> Action item: Copy out the complete listing, word for word.
(Beginning of Data supplied)
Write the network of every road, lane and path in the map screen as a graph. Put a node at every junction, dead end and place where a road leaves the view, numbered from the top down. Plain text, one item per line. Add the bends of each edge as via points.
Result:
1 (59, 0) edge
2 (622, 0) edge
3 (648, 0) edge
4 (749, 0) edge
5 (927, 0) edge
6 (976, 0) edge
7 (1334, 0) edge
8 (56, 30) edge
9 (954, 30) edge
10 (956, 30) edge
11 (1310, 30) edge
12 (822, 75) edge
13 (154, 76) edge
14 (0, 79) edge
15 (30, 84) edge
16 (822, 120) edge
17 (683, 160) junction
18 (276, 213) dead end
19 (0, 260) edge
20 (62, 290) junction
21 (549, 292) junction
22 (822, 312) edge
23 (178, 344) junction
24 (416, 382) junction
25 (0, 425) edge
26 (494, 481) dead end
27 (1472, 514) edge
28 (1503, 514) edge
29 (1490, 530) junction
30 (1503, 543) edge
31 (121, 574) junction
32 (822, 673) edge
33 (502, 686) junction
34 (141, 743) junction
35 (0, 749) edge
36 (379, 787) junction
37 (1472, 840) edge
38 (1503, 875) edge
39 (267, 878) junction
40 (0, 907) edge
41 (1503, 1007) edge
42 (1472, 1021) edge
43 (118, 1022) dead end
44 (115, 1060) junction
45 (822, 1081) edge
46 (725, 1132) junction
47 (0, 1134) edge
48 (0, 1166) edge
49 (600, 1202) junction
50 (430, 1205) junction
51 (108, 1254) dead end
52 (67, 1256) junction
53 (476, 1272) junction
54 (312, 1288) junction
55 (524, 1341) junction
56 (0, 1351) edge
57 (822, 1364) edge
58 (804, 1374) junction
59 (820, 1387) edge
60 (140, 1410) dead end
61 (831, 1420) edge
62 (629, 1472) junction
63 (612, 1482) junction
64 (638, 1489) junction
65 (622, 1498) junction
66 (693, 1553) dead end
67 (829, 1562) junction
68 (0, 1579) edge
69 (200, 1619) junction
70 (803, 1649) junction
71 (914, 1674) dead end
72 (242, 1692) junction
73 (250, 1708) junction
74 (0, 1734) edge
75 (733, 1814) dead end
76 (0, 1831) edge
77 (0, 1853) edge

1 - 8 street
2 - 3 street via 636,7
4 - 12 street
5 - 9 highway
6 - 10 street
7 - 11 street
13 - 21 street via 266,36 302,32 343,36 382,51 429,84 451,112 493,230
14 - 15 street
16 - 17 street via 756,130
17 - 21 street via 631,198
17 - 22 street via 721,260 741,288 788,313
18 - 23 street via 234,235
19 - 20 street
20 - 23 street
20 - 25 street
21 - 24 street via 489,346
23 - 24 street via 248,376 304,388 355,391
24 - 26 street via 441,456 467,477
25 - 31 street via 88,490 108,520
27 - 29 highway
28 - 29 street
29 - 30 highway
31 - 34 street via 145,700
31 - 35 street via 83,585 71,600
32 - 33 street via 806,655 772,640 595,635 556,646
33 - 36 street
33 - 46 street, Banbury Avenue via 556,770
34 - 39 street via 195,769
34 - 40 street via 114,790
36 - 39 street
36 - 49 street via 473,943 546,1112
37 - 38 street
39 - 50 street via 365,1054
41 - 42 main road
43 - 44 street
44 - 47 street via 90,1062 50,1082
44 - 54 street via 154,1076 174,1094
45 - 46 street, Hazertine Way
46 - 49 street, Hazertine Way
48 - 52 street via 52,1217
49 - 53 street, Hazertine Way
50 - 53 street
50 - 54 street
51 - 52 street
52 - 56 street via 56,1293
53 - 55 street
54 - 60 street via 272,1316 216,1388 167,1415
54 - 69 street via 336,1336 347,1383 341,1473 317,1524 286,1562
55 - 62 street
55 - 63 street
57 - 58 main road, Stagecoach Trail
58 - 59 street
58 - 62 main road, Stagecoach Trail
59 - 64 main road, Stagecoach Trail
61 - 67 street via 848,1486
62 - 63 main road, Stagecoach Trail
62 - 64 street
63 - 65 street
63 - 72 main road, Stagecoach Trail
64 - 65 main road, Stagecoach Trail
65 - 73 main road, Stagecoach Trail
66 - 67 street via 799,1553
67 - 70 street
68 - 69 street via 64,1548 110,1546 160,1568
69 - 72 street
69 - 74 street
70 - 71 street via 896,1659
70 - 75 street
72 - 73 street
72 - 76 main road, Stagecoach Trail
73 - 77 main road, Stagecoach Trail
(End of Data supplied)
> Written response:
Write the network of every road, lane and path in the map screen as a graph. Put a node at every junction, dead end and place where a road leaves the view, numbered from the top down. Plain text, one item per line. Add the bends of each edge as via points.
Result:
1 (59, 0) edge
2 (622, 0) edge
3 (648, 0) edge
4 (749, 0) edge
5 (927, 0) edge
6 (976, 0) edge
7 (1334, 0) edge
8 (56, 30) edge
9 (954, 30) edge
10 (956, 30) edge
11 (1310, 30) edge
12 (822, 75) edge
13 (154, 76) edge
14 (0, 79) edge
15 (30, 84) edge
16 (822, 120) edge
17 (683, 160) junction
18 (276, 213) dead end
19 (0, 260) edge
20 (62, 290) junction
21 (549, 292) junction
22 (822, 312) edge
23 (178, 344) junction
24 (416, 382) junction
25 (0, 425) edge
26 (494, 481) dead end
27 (1472, 514) edge
28 (1503, 514) edge
29 (1490, 530) junction
30 (1503, 543) edge
31 (121, 574) junction
32 (822, 673) edge
33 (502, 686) junction
34 (141, 743) junction
35 (0, 749) edge
36 (379, 787) junction
37 (1472, 840) edge
38 (1503, 875) edge
39 (267, 878) junction
40 (0, 907) edge
41 (1503, 1007) edge
42 (1472, 1021) edge
43 (118, 1022) dead end
44 (115, 1060) junction
45 (822, 1081) edge
46 (725, 1132) junction
47 (0, 1134) edge
48 (0, 1166) edge
49 (600, 1202) junction
50 (430, 1205) junction
51 (108, 1254) dead end
52 (67, 1256) junction
53 (476, 1272) junction
54 (312, 1288) junction
55 (524, 1341) junction
56 (0, 1351) edge
57 (822, 1364) edge
58 (804, 1374) junction
59 (820, 1387) edge
60 (140, 1410) dead end
61 (831, 1420) edge
62 (629, 1472) junction
63 (612, 1482) junction
64 (638, 1489) junction
65 (622, 1498) junction
66 (693, 1553) dead end
67 (829, 1562) junction
68 (0, 1579) edge
69 (200, 1619) junction
70 (803, 1649) junction
71 (914, 1674) dead end
72 (242, 1692) junction
73 (250, 1708) junction
74 (0, 1734) edge
75 (733, 1814) dead end
76 (0, 1831) edge
77 (0, 1853) edge

1 - 8 street
2 - 3 street via 636,7
4 - 12 street
5 - 9 highway
6 - 10 street
7 - 11 street
13 - 21 street via 266,36 302,32 343,36 382,51 429,84 451,112 493,230
14 - 15 street
16 - 17 street via 756,130
17 - 21 street via 631,198
17 - 22 street via 721,260 741,288 788,313
18 - 23 street via 234,235
19 - 20 street
20 - 23 street
20 - 25 street
21 - 24 street via 489,346
23 - 24 street via 248,376 304,388 355,391
24 - 26 street via 441,456 467,477
25 - 31 street via 88,490 108,520
27 - 29 highway
28 - 29 street
29 - 30 highway
31 - 34 street via 145,700
31 - 35 street via 83,585 71,600
32 - 33 street via 806,655 772,640 595,635 556,646
33 - 36 street
33 - 46 street, Banbury Avenue via 556,770
34 - 39 street via 195,769
34 - 40 street via 114,790
36 - 39 street
36 - 49 street via 473,943 546,1112
37 - 38 street
39 - 50 street via 365,1054
41 - 42 main road
43 - 44 street
44 - 47 street via 90,1062 50,1082
44 - 54 street via 154,1076 174,1094
45 - 46 street, Hazertine Way
46 - 49 street, Hazertine Way
48 - 52 street via 52,1217
49 - 53 street, Hazertine Way
50 - 53 street
50 - 54 street
51 - 52 street
52 - 56 street via 56,1293
53 - 55 street
54 - 60 street via 272,1316 216,1388 167,1415
54 - 69 street via 336,1336 347,1383 341,1473 317,1524 286,1562
55 - 62 street
55 - 63 street
57 - 58 main road, Stagecoach Trail
58 - 59 street
58 - 62 main road, Stagecoach Trail
59 - 64 main road, Stagecoach Trail
61 - 67 street via 848,1486
62 - 63 main road, Stagecoach Trail
62 - 64 street
63 - 65 street
63 - 72 main road, Stagecoach Trail
64 - 65 main road, Stagecoach Trail
65 - 73 main road, Stagecoach Trail
66 - 67 street via 799,1553
67 - 70 street
68 - 69 street via 64,1548 110,1546 160,1568
69 - 72 street
69 - 74 street
70 - 71 street via 896,1659
70 - 75 street
72 - 73 street
72 - 76 main road, Stagecoach Trail
73 - 77 main road, Stagecoach Trail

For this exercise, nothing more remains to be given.